Irak es una guerra perdida, como la de Afganistán. Comenzó con las mentiras sobre las armas de destrucción masiva y aquella patética representación de Colin Powell en el Consejo de Seguridad. Se vinculó al dictador Sadam Husein con el 11-S y Al Qaeda. Todo era falso; una cortina de humo para ocupar un país rico en petróleo.
La guerra que comenzó el 19 de marzo de 2003 era la continuación de la anterior Guerra del golfo, la primera si no se contabiliza la que libraron Irak e Irán a cuenta de los intereses occidentales. Entre las dos, la ruptura del orden internacional basado en el consenso, y la política del más fuerte. Pero el más fuerte tiene límites: la realidad que desconoce no es como la propaganda que emite.
Cuando el presidente de EEUU, George W. Bush ordenó al general Tommy Franks, el padre de la operación en Afganistán en 2001, preparar la invasión de Irak, este acató la orden primero y blasfemó después. Sabía que abrir otra guerra pondría en peligro los logros de Afganistán, donde los talibanes habían sido expulsados del poder. Ninguna potencia es capaz de sostener dos guerras simultáneas. Se abandonó Afganistán a cambio de Irak y se perdieron las dos.
Irak parecía una guerra fácil: un país debilitado por las sanciones, un Ejército de desguace dedicado a la represión interna y una población exhausta. El jefe del Pentágono, Donald Rumsfeld, uno de los ideólogos neocon, dispuso una fuerza reducida en comparación con la de la guerra anterior. El objetivo era derrocar a Sadam Husein en tres semanas. Era la pelea entre Mike Tyson y un peso pluma. No había posibilidad de derrota.
El 9 de abril de 2003, los soldados estadounidenses que se encaramaron a la estatua de Husein en la plaza Fardus le colocaron la bandera estadounidense al cuello. Fue una mala señal: desvelaba las verdaderas intenciones. Al cabo de unas semanas, cuando los iraquíes comprendieron que los liberadores habían venido a quedarse surgió la primera oposición, la insurgencia, los atentados. EE.UU. pasó a ser ocupante, el enemigo.
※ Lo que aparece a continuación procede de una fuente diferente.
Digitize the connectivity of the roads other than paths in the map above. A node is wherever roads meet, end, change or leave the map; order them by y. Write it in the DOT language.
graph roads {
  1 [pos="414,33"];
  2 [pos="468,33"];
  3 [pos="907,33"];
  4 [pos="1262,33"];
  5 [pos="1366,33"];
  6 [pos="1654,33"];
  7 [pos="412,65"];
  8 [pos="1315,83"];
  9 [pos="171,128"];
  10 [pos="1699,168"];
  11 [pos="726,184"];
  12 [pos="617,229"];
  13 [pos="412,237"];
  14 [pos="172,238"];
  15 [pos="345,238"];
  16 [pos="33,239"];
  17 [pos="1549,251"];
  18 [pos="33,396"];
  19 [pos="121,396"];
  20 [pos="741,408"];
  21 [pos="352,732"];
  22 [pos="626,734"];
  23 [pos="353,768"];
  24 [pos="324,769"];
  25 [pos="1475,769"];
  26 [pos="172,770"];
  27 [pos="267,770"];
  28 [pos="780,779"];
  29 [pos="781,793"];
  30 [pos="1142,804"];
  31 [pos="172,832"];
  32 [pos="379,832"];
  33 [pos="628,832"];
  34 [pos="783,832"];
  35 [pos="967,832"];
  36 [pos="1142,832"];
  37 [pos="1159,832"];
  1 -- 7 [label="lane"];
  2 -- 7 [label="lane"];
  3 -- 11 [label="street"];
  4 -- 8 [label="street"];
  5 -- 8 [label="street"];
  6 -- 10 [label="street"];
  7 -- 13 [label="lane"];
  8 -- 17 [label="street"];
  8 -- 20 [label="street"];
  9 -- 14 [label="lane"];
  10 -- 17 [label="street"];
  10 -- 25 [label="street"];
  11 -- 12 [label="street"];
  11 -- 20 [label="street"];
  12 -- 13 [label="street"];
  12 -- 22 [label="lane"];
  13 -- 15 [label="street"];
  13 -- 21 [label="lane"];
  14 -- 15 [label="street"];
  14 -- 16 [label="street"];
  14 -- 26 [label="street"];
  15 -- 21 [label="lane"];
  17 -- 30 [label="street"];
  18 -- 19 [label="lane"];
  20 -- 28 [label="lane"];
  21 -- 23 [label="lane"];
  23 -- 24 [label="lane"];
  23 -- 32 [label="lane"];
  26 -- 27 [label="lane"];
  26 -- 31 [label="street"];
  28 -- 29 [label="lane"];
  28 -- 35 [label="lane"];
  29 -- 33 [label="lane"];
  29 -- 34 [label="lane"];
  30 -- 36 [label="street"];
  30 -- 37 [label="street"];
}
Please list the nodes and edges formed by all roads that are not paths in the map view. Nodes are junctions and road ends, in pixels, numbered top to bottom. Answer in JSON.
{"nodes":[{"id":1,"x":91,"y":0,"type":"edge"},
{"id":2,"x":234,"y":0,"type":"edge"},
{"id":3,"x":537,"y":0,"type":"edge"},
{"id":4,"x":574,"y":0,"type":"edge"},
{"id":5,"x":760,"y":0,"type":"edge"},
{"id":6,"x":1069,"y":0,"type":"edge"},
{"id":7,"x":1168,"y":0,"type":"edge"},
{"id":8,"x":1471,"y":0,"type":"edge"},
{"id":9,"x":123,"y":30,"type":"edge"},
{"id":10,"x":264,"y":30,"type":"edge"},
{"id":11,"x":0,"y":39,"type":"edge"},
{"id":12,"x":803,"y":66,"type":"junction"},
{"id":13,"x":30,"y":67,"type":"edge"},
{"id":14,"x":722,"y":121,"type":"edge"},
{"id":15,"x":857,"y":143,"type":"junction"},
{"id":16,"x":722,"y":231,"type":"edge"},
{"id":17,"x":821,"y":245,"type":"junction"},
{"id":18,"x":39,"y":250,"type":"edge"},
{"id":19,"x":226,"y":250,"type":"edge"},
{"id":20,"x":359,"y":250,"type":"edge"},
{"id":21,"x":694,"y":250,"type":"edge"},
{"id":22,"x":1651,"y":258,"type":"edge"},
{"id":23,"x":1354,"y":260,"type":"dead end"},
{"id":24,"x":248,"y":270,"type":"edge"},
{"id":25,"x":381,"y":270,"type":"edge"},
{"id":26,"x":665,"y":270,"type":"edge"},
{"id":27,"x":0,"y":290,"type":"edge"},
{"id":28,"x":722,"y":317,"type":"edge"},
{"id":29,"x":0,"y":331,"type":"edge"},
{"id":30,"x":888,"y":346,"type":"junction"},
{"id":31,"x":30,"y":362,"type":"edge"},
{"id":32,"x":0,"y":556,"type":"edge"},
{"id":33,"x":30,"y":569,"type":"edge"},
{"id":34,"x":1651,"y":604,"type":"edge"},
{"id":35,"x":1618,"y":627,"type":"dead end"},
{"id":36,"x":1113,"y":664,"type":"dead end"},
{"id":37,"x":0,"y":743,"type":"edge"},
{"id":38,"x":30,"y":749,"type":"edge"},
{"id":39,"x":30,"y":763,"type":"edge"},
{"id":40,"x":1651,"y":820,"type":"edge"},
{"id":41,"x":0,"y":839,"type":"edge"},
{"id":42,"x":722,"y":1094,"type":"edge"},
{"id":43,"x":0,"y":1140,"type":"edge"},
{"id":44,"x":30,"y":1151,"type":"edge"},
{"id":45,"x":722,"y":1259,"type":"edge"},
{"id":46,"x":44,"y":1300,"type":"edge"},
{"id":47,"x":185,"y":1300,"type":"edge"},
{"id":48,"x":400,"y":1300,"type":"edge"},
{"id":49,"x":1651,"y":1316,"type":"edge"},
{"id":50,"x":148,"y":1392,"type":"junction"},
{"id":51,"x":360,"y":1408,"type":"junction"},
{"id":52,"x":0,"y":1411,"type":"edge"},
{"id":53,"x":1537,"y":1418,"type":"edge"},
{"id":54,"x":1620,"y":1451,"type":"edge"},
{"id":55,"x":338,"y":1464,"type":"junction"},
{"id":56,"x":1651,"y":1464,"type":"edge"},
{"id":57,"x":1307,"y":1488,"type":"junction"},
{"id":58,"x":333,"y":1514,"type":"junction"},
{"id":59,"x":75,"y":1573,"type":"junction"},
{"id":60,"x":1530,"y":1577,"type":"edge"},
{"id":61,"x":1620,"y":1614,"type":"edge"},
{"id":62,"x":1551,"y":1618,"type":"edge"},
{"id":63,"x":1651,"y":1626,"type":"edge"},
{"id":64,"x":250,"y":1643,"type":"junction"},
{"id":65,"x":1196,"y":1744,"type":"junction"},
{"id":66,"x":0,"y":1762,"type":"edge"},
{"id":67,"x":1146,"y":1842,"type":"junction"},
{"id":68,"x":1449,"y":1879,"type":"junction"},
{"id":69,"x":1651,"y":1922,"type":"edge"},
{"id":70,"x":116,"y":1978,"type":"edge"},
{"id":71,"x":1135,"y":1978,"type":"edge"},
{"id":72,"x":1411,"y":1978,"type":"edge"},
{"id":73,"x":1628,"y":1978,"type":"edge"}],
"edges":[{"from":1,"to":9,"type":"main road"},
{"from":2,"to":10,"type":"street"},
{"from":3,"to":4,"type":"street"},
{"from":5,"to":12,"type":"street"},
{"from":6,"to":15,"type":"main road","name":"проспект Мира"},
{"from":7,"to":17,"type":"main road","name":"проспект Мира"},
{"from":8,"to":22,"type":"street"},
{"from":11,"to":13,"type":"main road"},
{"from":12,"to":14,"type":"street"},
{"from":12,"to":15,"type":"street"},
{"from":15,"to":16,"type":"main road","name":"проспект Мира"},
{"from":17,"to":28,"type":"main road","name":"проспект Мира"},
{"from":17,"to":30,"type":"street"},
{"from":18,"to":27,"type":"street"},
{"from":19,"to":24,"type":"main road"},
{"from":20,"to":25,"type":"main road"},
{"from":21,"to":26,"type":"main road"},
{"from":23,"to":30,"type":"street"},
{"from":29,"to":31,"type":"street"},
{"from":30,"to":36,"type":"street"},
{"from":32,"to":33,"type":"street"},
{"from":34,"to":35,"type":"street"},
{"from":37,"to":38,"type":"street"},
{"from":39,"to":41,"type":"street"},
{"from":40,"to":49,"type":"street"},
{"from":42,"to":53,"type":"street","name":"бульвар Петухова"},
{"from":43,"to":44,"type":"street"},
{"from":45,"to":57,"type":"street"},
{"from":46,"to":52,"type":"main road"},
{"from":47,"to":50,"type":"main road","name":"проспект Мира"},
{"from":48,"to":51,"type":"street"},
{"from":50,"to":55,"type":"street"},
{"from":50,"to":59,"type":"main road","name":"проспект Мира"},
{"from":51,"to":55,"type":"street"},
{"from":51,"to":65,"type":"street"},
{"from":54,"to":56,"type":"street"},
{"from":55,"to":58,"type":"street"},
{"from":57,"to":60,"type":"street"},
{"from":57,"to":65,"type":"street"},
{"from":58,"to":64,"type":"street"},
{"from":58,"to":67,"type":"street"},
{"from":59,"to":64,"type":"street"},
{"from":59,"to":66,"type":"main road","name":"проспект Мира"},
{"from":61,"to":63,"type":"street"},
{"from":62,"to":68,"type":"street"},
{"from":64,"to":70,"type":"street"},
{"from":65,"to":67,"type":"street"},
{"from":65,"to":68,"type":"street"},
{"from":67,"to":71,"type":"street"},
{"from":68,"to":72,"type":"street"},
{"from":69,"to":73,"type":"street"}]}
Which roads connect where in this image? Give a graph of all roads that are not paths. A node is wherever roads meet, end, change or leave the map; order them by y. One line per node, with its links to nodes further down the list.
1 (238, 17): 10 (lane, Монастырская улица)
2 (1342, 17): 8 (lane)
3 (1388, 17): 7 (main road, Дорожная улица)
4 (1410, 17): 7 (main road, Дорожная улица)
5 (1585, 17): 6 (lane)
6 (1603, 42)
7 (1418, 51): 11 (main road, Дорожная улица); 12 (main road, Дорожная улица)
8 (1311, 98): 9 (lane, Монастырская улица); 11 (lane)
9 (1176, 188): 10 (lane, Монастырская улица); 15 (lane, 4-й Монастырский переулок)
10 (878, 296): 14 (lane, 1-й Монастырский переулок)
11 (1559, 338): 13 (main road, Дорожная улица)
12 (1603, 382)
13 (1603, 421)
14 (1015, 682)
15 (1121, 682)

El 1 de mayo, el presidente Bush proclamó en la cubierta del portaaviones Abraham Lincoln su célebre "misión cumplida". Había acabado una guerra que él creyó ganada. Había finalizado porque lo decían los generales, sus informativos. Un error. Estaba a punto de empezar otra, más mortífera y larga, una guerra de guerrillas. El mejor Ejército del mundo no pudo con un enemigo invisible. Surgió el espectro de Vietnam.
EEUU perdió la guerra de Irak por dos errores garrafales: permitir los saqueos, quizá por falta de tropas y especialistas en mantener el orden; desmantelar el Ejército en un país en el que las Fuerzas Armadas eran garantes de la unidad por expulsar los funcionarios que habían pertenecido al Baaz, el partido hegemónico. En el primer caso perdió el apoyo de la población; en los siguientes destruyó Irak.
Las tropas estadounidenses se encerraron en los antiguos palacios de Sadam Husein, edificaron la Zona Verde, levantaron muros de hormigón, se aislaron de lo que no les gustaba.
En julio de 2003 comenzaron los atentados, los coches bomba, la insurgencia. Los miembros del antiguo Ejército alimentaron la guerrilla. Empezaron a morir soldados estadounidenses, y de otros países aliados. La liberación se tornó en una pesadilla con Faluya como capital. La conquista a sangre y fuego de esa ciudad a 50 kilómetros de Bagdad, en diciembre de 2004, no solucionó el problema. El problema eran los mismos estadounidenses.
En febrero de 2007, la Casa Blanca toma dos medidas: nombrar a David Petraeus jefe militar y enviar 40.000 soldados de refuerzo. Petraeus concentró las tropas de refresco en la capital para crear la sensación de que EEUU dominaba la situación. El gran cambio fue entender que había dos insurgencias, la nacional que luchaba contra los invasores procedentes de los restos del Ejército iraquí y de mayoría suní, y otra extranjera, próxima al universo de Al Qaeda. Petraeus pactó con la primera, le entregó armas y dinero. Así nacieron la milicias del Despertar y los Hijos de Irak, sus dos nombres.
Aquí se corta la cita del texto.